WHAT YOU WILL DO: The reply should hold every record, copied exactly.

(Collected data)
####

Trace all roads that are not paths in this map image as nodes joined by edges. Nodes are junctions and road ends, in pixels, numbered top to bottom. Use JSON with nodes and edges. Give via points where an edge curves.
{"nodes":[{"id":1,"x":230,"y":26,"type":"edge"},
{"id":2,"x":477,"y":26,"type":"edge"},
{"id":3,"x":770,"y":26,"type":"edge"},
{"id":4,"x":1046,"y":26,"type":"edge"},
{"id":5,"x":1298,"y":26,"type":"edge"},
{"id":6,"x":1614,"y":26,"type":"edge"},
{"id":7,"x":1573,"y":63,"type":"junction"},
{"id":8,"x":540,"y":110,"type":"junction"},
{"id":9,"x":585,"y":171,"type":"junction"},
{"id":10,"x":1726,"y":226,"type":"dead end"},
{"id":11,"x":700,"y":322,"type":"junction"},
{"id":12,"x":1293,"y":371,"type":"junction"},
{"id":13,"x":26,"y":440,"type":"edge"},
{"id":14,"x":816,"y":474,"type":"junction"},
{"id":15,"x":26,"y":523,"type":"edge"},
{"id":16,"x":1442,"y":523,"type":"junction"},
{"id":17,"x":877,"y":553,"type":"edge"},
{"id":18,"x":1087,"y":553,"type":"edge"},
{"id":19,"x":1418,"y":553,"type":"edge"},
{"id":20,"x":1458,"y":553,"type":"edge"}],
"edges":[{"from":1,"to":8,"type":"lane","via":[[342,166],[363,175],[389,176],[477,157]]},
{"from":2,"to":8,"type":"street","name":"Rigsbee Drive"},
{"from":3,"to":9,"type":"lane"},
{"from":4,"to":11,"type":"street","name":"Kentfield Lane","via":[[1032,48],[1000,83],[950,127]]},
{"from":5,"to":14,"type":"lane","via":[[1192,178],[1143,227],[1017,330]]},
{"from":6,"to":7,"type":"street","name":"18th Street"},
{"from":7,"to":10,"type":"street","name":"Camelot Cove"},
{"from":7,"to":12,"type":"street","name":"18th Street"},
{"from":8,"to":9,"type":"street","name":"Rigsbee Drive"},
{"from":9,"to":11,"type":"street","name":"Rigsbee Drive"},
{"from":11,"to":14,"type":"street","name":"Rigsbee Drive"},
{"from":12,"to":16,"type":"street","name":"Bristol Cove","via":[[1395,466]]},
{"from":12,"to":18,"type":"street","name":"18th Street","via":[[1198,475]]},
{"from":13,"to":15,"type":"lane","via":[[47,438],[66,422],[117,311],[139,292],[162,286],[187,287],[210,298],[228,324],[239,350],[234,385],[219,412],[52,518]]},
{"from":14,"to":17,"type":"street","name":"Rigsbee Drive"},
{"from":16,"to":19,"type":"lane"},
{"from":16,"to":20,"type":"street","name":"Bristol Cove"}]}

####

SOLUTION TO THIS PROBLEM:
Trace all roads that are not paths in this map image as nodes joined by edges. Nodes are junctions and road ends, in pixels, numbered top to bottom. Use JSON with nodes and edges. Give via points where an edge curves.
{"nodes":[{"id":1,"x":230,"y":26,"type":"edge"},
{"id":2,"x":477,"y":26,"type":"edge"},
{"id":3,"x":770,"y":26,"type":"edge"},
{"id":4,"x":1046,"y":26,"type":"edge"},
{"id":5,"x":1298,"y":26,"type":"edge"},
{"id":6,"x":1614,"y":26,"type":"edge"},
{"id":7,"x":1573,"y":63,"type":"junction"},
{"id":8,"x":540,"y":110,"type":"junction"},
{"id":9,"x":585,"y":171,"type":"junction"},
{"id":10,"x":1726,"y":226,"type":"dead end"},
{"id":11,"x":700,"y":322,"type":"junction"},
{"id":12,"x":1293,"y":371,"type":"junction"},
{"id":13,"x":26,"y":440,"type":"edge"},
{"id":14,"x":816,"y":474,"type":"junction"},
{"id":15,"x":26,"y":523,"type":"edge"},
{"id":16,"x":1442,"y":523,"type":"junction"},
{"id":17,"x":877,"y":553,"type":"edge"},
{"id":18,"x":1087,"y":553,"type":"edge"},
{"id":19,"x":1418,"y":553,"type":"edge"},
{"id":20,"x":1458,"y":553,"type":"edge"}],
"edges":[{"from":1,"to":8,"type":"lane","via":[[342,166],[363,175],[389,176],[477,157]]},
{"from":2,"to":8,"type":"street","name":"Rigsbee Drive"},
{"from":3,"to":9,"type":"lane"},
{"from":4,"to":11,"type":"street","name":"Kentfield Lane","via":[[1032,48],[1000,83],[950,127]]},
{"from":5,"to":14,"type":"lane","via":[[1192,178],[1143,227],[1017,330]]},
{"from":6,"to":7,"type":"street","name":"18th Street"},
{"from":7,"to":10,"type":"street","name":"Camelot Cove"},
{"from":7,"to":12,"type":"street","name":"18th Street"},
{"from":8,"to":9,"type":"street","name":"Rigsbee Drive"},
{"from":9,"to":11,"type":"street","name":"Rigsbee Drive"},
{"from":11,"to":14,"type":"street","name":"Rigsbee Drive"},
{"from":12,"to":16,"type":"street","name":"Bristol Cove","via":[[1395,466]]},
{"from":12,"to":18,"type":"street","name":"18th Street","via":[[1198,475]]},
{"from":13,"to":15,"type":"lane","via":[[47,438],[66,422],[117,311],[139,292],[162,286],[187,287],[210,298],[228,324],[239,350],[234,385],[219,412],[52,518]]},
{"from":14,"to":17,"type":"street","name":"Rigsbee Drive"},
{"from":16,"to":19,"type":"lane"},
{"from":16,"to":20,"type":"street","name":"Bristol Cove"}]}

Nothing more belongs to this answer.